How to monitor live data based on keywords.
Use-case description
You want to display in real time new mentions and articles retrieved by Talkwalker based on specific keywords and filter rules you defined. In this use-case, your system is waiting for articles and mentions pushed by Talkwalker so that it can be directly displayed.
In this use-case, social media monitoring is not applicable as we collect them in the context of pages monitored inside your Talkwalker project.
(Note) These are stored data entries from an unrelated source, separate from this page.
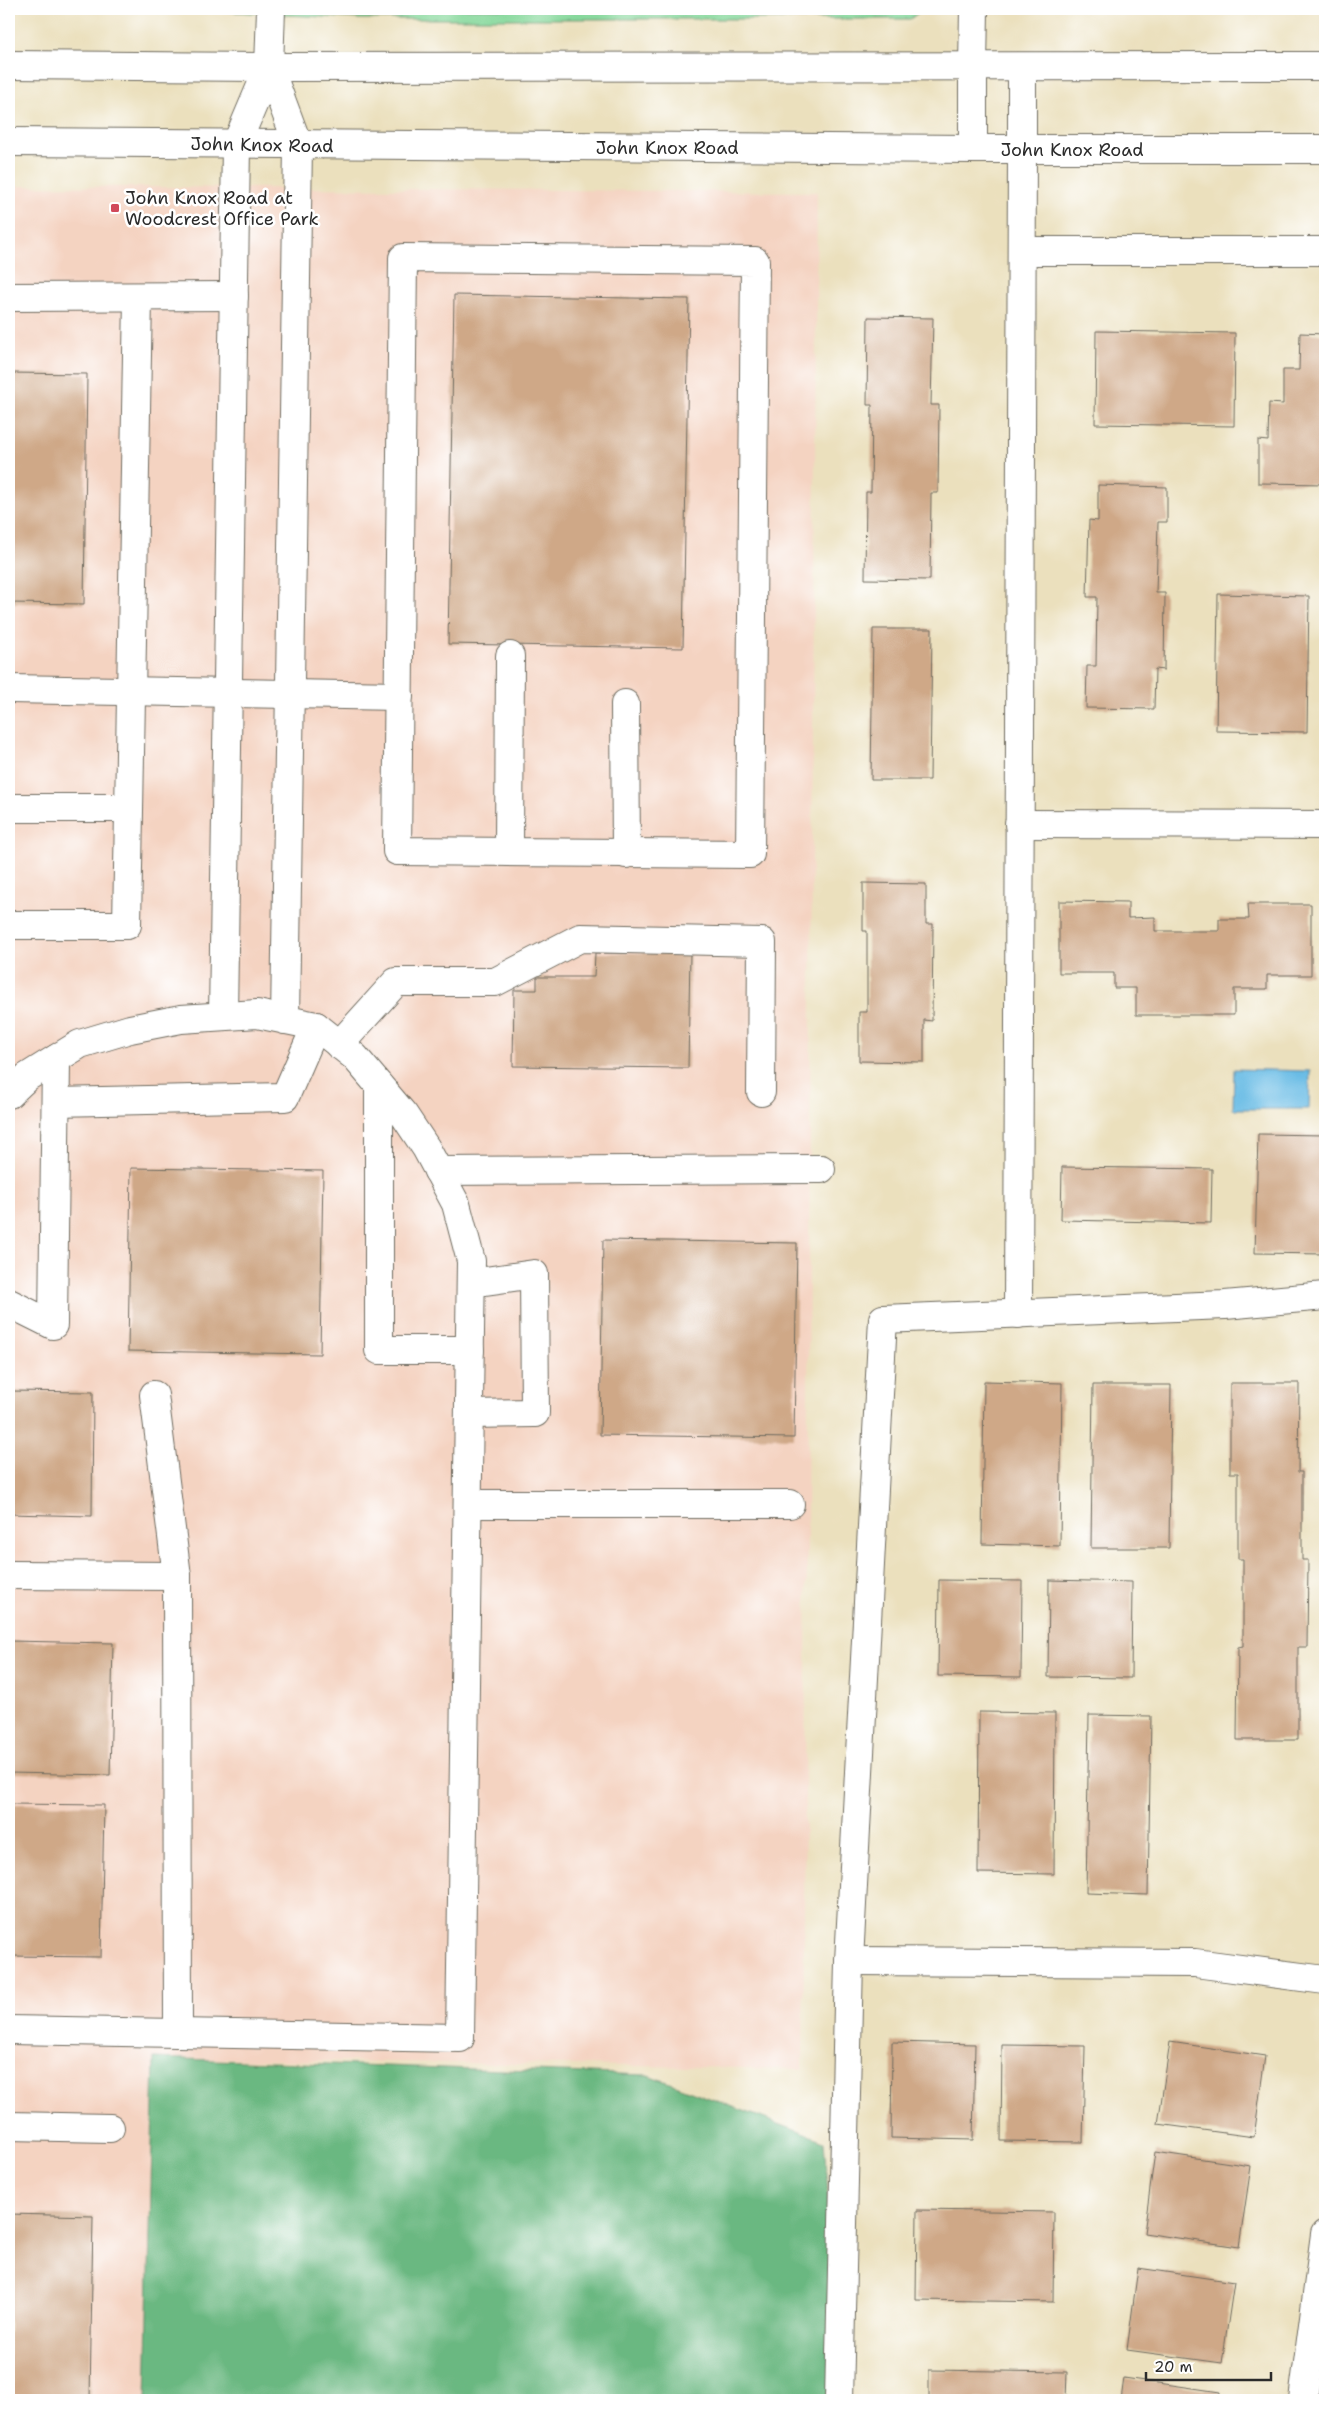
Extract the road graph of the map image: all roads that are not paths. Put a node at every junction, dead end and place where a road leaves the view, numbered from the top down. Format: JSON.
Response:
{"nodes":[{"id":1,"x":271,"y":9,"type":"edge"},
{"id":2,"x":974,"y":9,"type":"edge"},
{"id":3,"x":9,"y":65,"type":"edge"},
{"id":4,"x":973,"y":66,"type":"junction"},
{"id":5,"x":1325,"y":66,"type":"edge"},
{"id":6,"x":269,"y":67,"type":"junction"},
{"id":7,"x":1022,"y":67,"type":"junction"},
{"id":8,"x":9,"y":142,"type":"edge"},
{"id":9,"x":236,"y":145,"type":"junction"},
{"id":10,"x":298,"y":145,"type":"junction"},
{"id":11,"x":972,"y":149,"type":"junction"},
{"id":12,"x":1325,"y":149,"type":"edge"},
{"id":13,"x":1022,"y":150,"type":"junction"},
{"id":14,"x":1022,"y":251,"type":"junction"},
{"id":15,"x":1325,"y":251,"type":"edge"},
{"id":16,"x":138,"y":296,"type":"junction"},
{"id":17,"x":234,"y":296,"type":"junction"},
{"id":18,"x":9,"y":297,"type":"edge"},
{"id":19,"x":510,"y":656,"type":"dead end"},
{"id":20,"x":9,"y":689,"type":"edge"},
{"id":21,"x":130,"y":691,"type":"junction"},
{"id":22,"x":228,"y":693,"type":"junction"},
{"id":23,"x":290,"y":694,"type":"junction"},
{"id":24,"x":399,"y":696,"type":"junction"},
{"id":25,"x":625,"y":704,"type":"dead end"},
{"id":26,"x":9,"y":808,"type":"edge"},
{"id":27,"x":128,"y":808,"type":"junction"},
{"id":28,"x":1019,"y":824,"type":"junction"},
{"id":29,"x":1325,"y":825,"type":"edge"},
{"id":30,"x":509,"y":852,"type":"junction"},
{"id":31,"x":626,"y":854,"type":"junction"},
{"id":32,"x":9,"y":925,"type":"edge"},
{"id":33,"x":223,"y":1016,"type":"junction"},
{"id":34,"x":285,"y":1020,"type":"junction"},
{"id":35,"x":316,"y":1026,"type":"junction"},
{"id":36,"x":339,"y":1046,"type":"junction"},
{"id":37,"x":56,"y":1059,"type":"junction"},
{"id":38,"x":379,"y":1086,"type":"junction"},
{"id":39,"x":761,"y":1092,"type":"dead end"},
{"id":40,"x":9,"y":1094,"type":"edge"},
{"id":41,"x":56,"y":1102,"type":"junction"},
{"id":42,"x":821,"y":1169,"type":"dead end"},
{"id":43,"x":438,"y":1171,"type":"junction"},
{"id":44,"x":471,"y":1283,"type":"junction"},
{"id":45,"x":1325,"y":1296,"type":"edge"},
{"id":46,"x":9,"y":1303,"type":"edge"},
{"id":47,"x":1018,"y":1314,"type":"junction"},
{"id":48,"x":470,"y":1350,"type":"junction"},
{"id":49,"x":154,"y":1395,"type":"dead end"},
{"id":50,"x":469,"y":1414,"type":"junction"},
{"id":51,"x":468,"y":1504,"type":"junction"},
{"id":52,"x":790,"y":1504,"type":"dead end"},
{"id":53,"x":9,"y":1575,"type":"edge"},
{"id":54,"x":177,"y":1576,"type":"junction"},
{"id":55,"x":849,"y":1961,"type":"junction"},
{"id":56,"x":1325,"y":1980,"type":"edge"},
{"id":57,"x":9,"y":2030,"type":"edge"},
{"id":58,"x":178,"y":2033,"type":"junction"},
{"id":59,"x":9,"y":2126,"type":"edge"},
{"id":60,"x":110,"y":2128,"type":"dead end"},
{"id":61,"x":1325,"y":2234,"type":"edge"},
{"id":62,"x":839,"y":2400,"type":"edge"},
{"id":63,"x":1303,"y":2400,"type":"edge"}],
"edges":[{"from":1,"to":6,"type":"main road"},
{"from":2,"to":4,"type":"main road"},
{"from":3,"to":6,"type":"main road"},
{"from":4,"to":6,"type":"main road"},
{"from":4,"to":7,"type":"main road"},
{"from":4,"to":11,"type":"main road"},
{"from":5,"to":7,"type":"main road"},
{"from":6,"to":9,"type":"main road"},
{"from":6,"to":10,"type":"main road"},
{"from":7,"to":13,"type":"main road"},
{"from":8,"to":9,"type":"main road","name":"John Knox Road"},
{"from":9,"to":10,"type":"main road","name":"John Knox Road"},
{"from":9,"to":17,"type":"main road"},
{"from":10,"to":11,"type":"main road","name":"John Knox Road"},
{"from":10,"to":23,"type":"main road"},
{"from":11,"to":13,"type":"main road","name":"John Knox Road"},
{"from":12,"to":13,"type":"main road","name":"John Knox Road"},
{"from":13,"to":14,"type":"main road"},
{"from":14,"to":15,"type":"main road"},
{"from":14,"to":28,"type":"main road"},
{"from":16,"to":17,"type":"main road"},
{"from":16,"to":18,"type":"main road"},
{"from":16,"to":21,"type":"main road"},
{"from":17,"to":22,"type":"main road"},
{"from":19,"to":30,"type":"main road"},
{"from":20,"to":21,"type":"main road"},
{"from":21,"to":22,"type":"main road"},
{"from":21,"to":27,"type":"main road"},
{"from":22,"to":23,"type":"main road"},
{"from":22,"to":33,"type":"main road"},
{"from":23,"to":24,"type":"main road"},
{"from":23,"to":34,"type":"main road"},
{"from":24,"to":30,"type":"main road"},
{"from":24,"to":31,"type":"main road"},
{"from":25,"to":31,"type":"main road"},
{"from":26,"to":27,"type":"main road"},
{"from":27,"to":32,"type":"main road"},
{"from":28,"to":29,"type":"main road"},
{"from":28,"to":47,"type":"main road"},
{"from":30,"to":31,"type":"main road"},
{"from":33,"to":34,"type":"main road"},
{"from":33,"to":37,"type":"main road"},
{"from":34,"to":35,"type":"main road"},
{"from":35,"to":36,"type":"main road"},
{"from":35,"to":41,"type":"main road"},
{"from":36,"to":38,"type":"main road"},
{"from":36,"to":39,"type":"main road"},
{"from":37,"to":40,"type":"main road"},
{"from":37,"to":41,"type":"main road"},
{"from":38,"to":43,"type":"main road"},
{"from":38,"to":48,"type":"main road"},
{"from":41,"to":46,"type":"main road"},
{"from":42,"to":43,"type":"main road"},
{"from":43,"to":44,"type":"main road"},
{"from":44,"to":48,"type":"main road"},
{"from":44,"to":50,"type":"main road"},
{"from":45,"to":47,"type":"main road"},
{"from":47,"to":55,"type":"main road"},
{"from":48,"to":50,"type":"main road"},
{"from":49,"to":54,"type":"main road"},
{"from":50,"to":51,"type":"main road"},
{"from":51,"to":52,"type":"main road"},
{"from":51,"to":58,"type":"main road"},
{"from":53,"to":54,"type":"main road"},
{"from":54,"to":58,"type":"main road"},
{"from":55,"to":56,"type":"main road"},
{"from":55,"to":62,"type":"main road"},
{"from":57,"to":58,"type":"main road"},
{"from":59,"to":60,"type":"main road"},
{"from":61,"to":63,"type":"main road"}]}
If you want to collect these data, you need to monitor these data from your projects, jump to the section How to monitor your Talkwalker’s project.
Create/update the stream
This stream is to monitor in real-time new articles crawled by Talkwalker in the Talkwalker global DB (no social media content) based on keywords or query filters.
More about query syntax.
To create a stream you need to provide:
- A stream ID (defined by the consumer).
- One or multiple query filters (called rules in the Streaming API).
If the stream ID already exists, the request will override the rules.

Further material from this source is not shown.